#### Dataset entries:

══════════

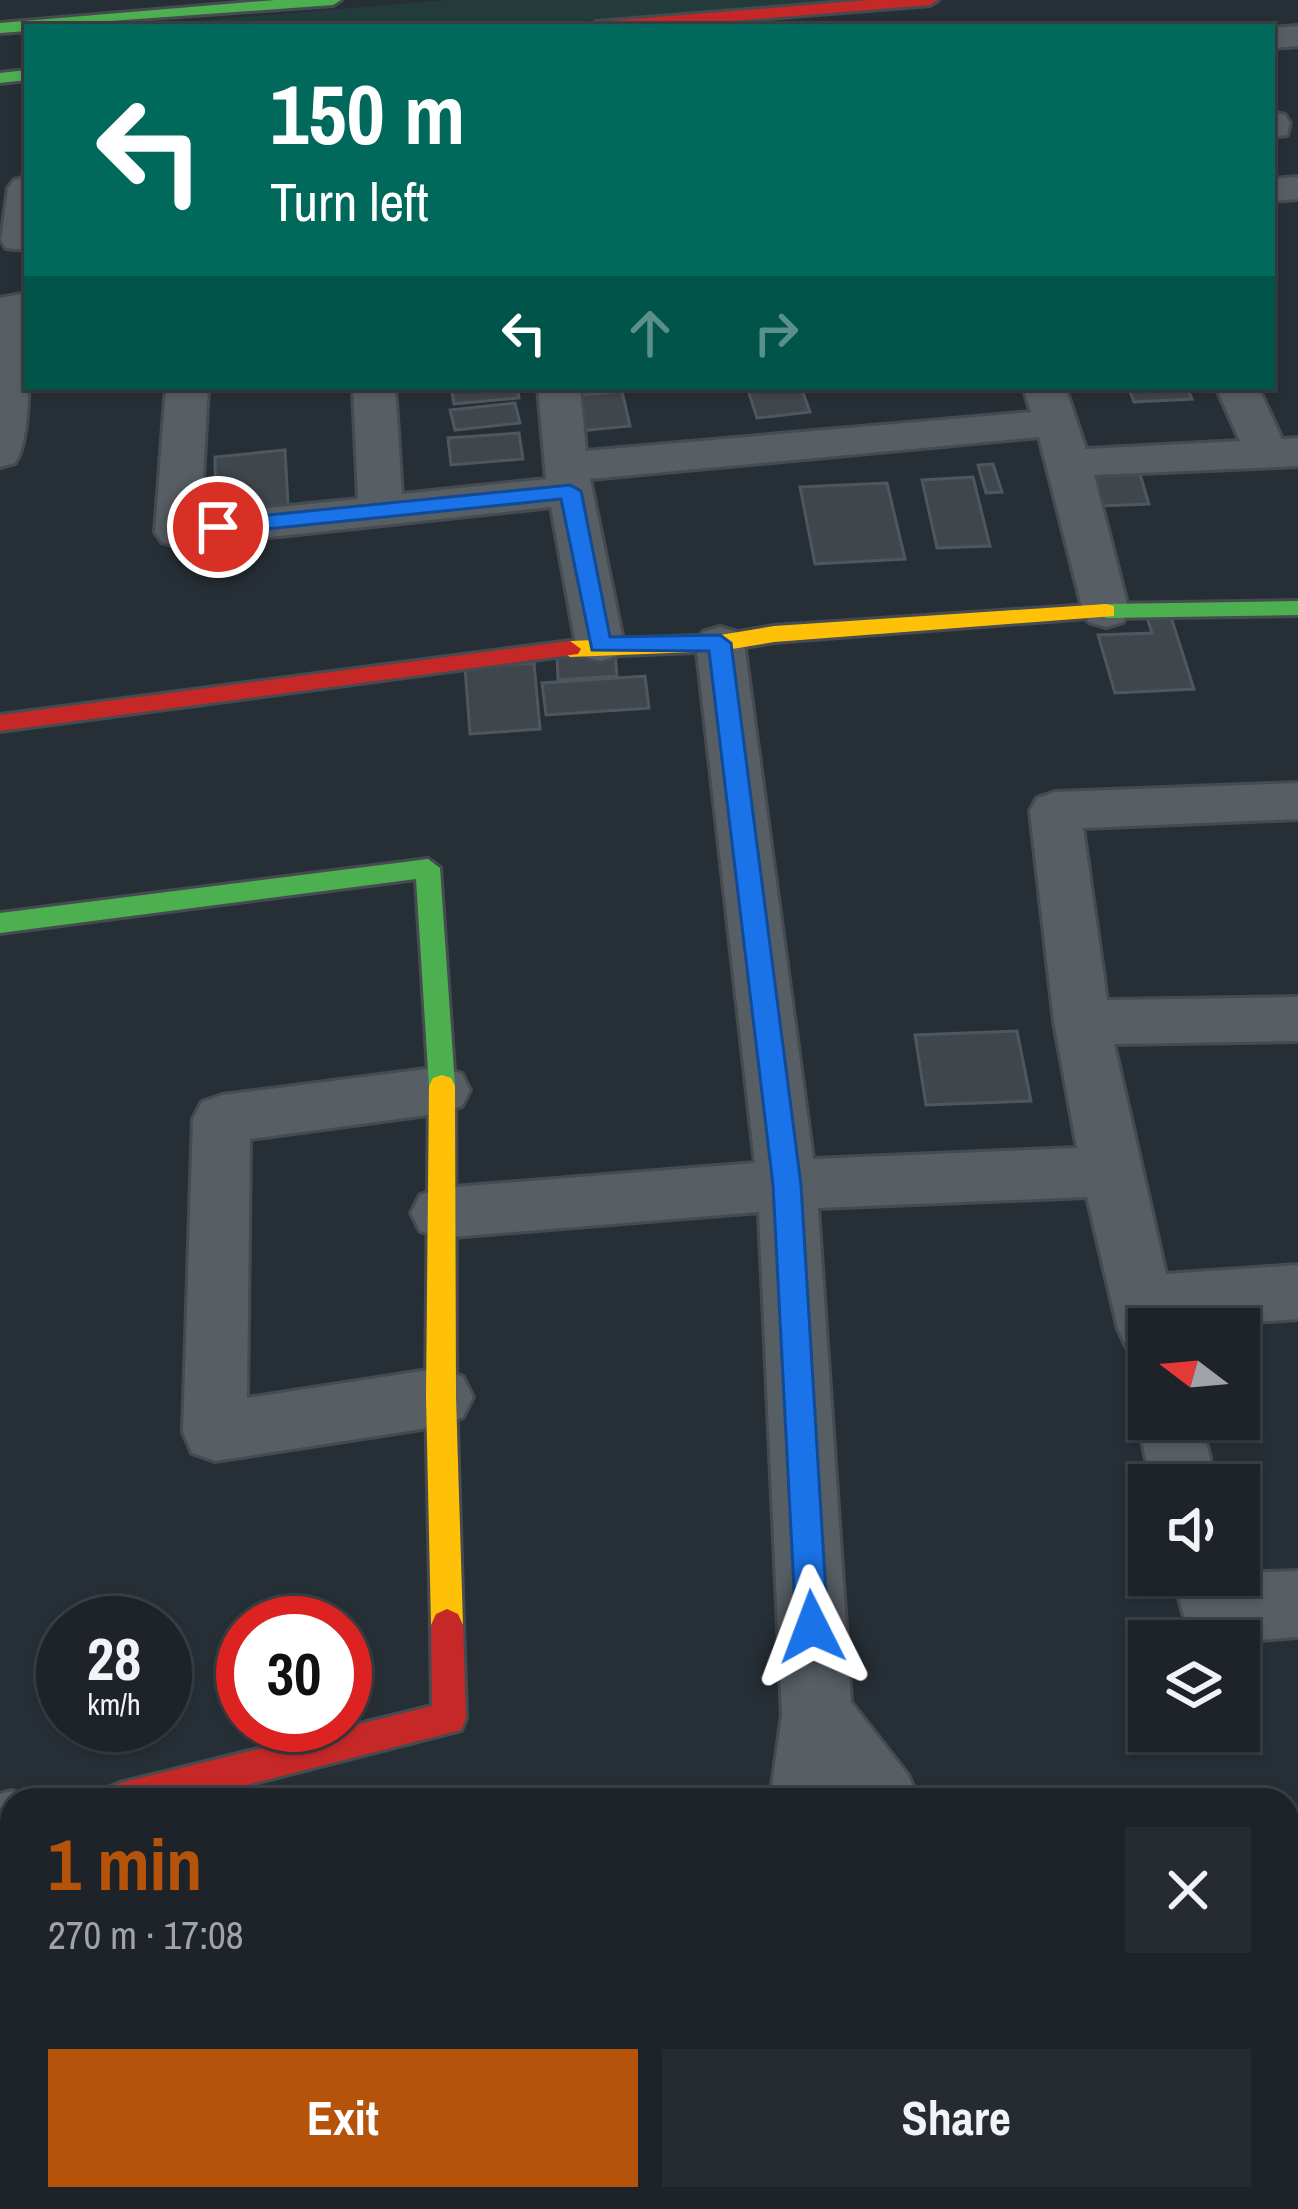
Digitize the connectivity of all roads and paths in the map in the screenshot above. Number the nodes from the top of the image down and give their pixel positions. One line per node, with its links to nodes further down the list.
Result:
1 (18, 0): 4 (main road)
2 (333, 0): 5 (main road)
3 (930, 0): 6 (main road)
4 (0, 2)
5 (48, 24)
6 (633, 24)
7 (24, 210): 8 (street)
8 (20, 240)
9 (24, 305): 16 (street)
10 (187, 390): 18 (street)
11 (374, 390): 18 (street)
12 (559, 390): 17 (street)
13 (1239, 390): 15 (street)
14 (1055, 424): 15 (street); 17 (street); 20 (street)
15 (1282, 452)
16 (0, 453)
17 (568, 479): 18 (street); 22 (street)
18 (381, 507)
19 (1298, 608): 20 (main road)
20 (1106, 611): 21 (main road)
21 (720, 643): 22 (main road); 30 (street)
22 (600, 645): 23 (main road)
23 (0, 723)
24 (1298, 801): 27 (street)
25 (0, 923): 28 (main road)
26 (1298, 1019): 27 (street)
27 (1082, 1022): 29 (street)
28 (442, 1090): 31 (main road); 35 (street)
29 (1110, 1171): 30 (street); 33 (street)
30 (787, 1185): 31 (street); 38 (street)
31 (441, 1213): 35 (main road)
32 (1298, 1292): 34 (street)
33 (1144, 1308)
34 (1197, 1308)
35 (441, 1396): 39 (main road)
36 (1210, 1596): 37 (street)
37 (1298, 1604)
38 (817, 1715): 40 (street); 41 (street)
39 (169, 1788)
40 (808, 1788)
41 (874, 1788)

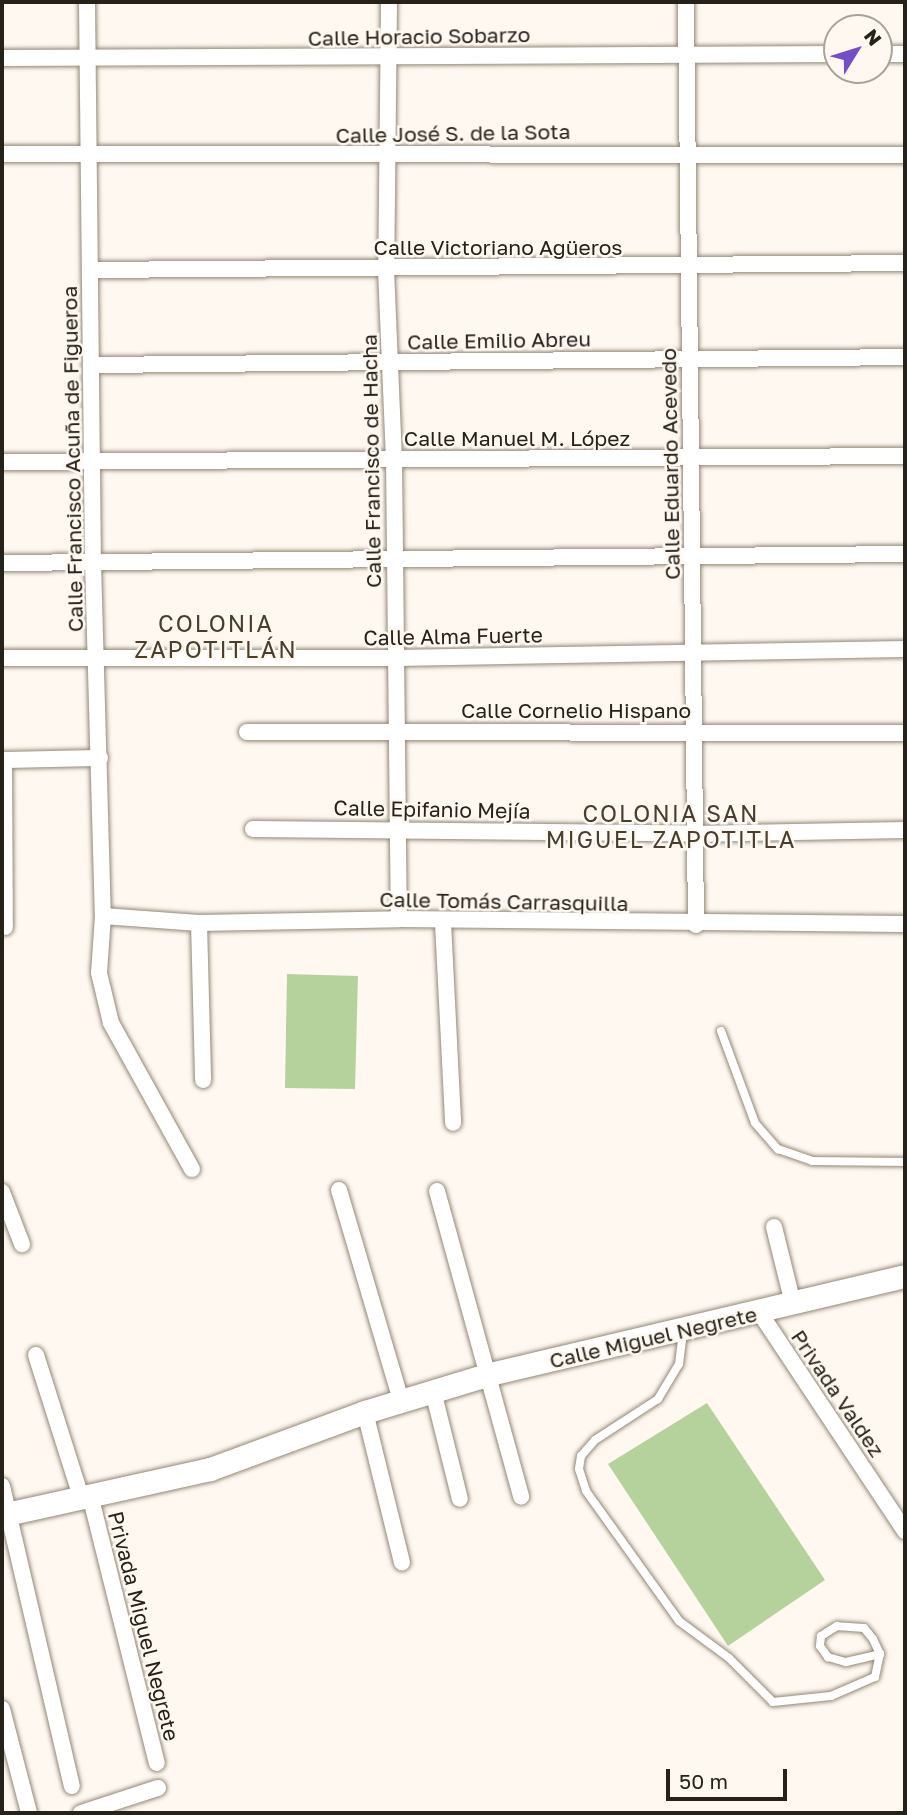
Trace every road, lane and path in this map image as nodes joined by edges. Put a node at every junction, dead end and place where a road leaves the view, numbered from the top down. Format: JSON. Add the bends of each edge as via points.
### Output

══════════

#### Problem:
Set down the records again exactly as they appear, leaving each picture behind.

#### Output below:
Digitize the connectivity of all roads and paths in the map in the screenshot above. Number the nodes from the top of the image down and give their pixel positions. One line per node, with its links to nodes further down the list.
Result:
1 (18, 0): 4 (main road)
2 (333, 0): 5 (main road)
3 (930, 0): 6 (main road)
4 (0, 2)
5 (48, 24)
6 (633, 24)
7 (24, 210): 8 (street)
8 (20, 240)
9 (24, 305): 16 (street)
10 (187, 390): 18 (street)
11 (374, 390): 18 (street)
12 (559, 390): 17 (street)
13 (1239, 390): 15 (street)
14 (1055, 424): 15 (street); 17 (street); 20 (street)
15 (1282, 452)
16 (0, 453)
17 (568, 479): 18 (street); 22 (street)
18 (381, 507)
19 (1298, 608): 20 (main road)
20 (1106, 611): 21 (main road)
21 (720, 643): 22 (main road); 30 (street)
22 (600, 645): 23 (main road)
23 (0, 723)
24 (1298, 801): 27 (street)
25 (0, 923): 28 (main road)
26 (1298, 1019): 27 (street)
27 (1082, 1022): 29 (street)
28 (442, 1090): 31 (main road); 35 (street)
29 (1110, 1171): 30 (street); 33 (street)
30 (787, 1185): 31 (street); 38 (street)
31 (441, 1213): 35 (main road)
32 (1298, 1292): 34 (street)
33 (1144, 1308)
34 (1197, 1308)
35 (441, 1396): 39 (main road)
36 (1210, 1596): 37 (street)
37 (1298, 1604)
38 (817, 1715): 40 (street); 41 (street)
39 (169, 1788)
40 (808, 1788)
41 (874, 1788)

Trace every road, lane and path in this map image as nodes joined by edges. Put a node at every junction, dead end and place where a road leaves the view, numbered from the top down. Format: JSON. Add the bends of each edge as via points.
### Output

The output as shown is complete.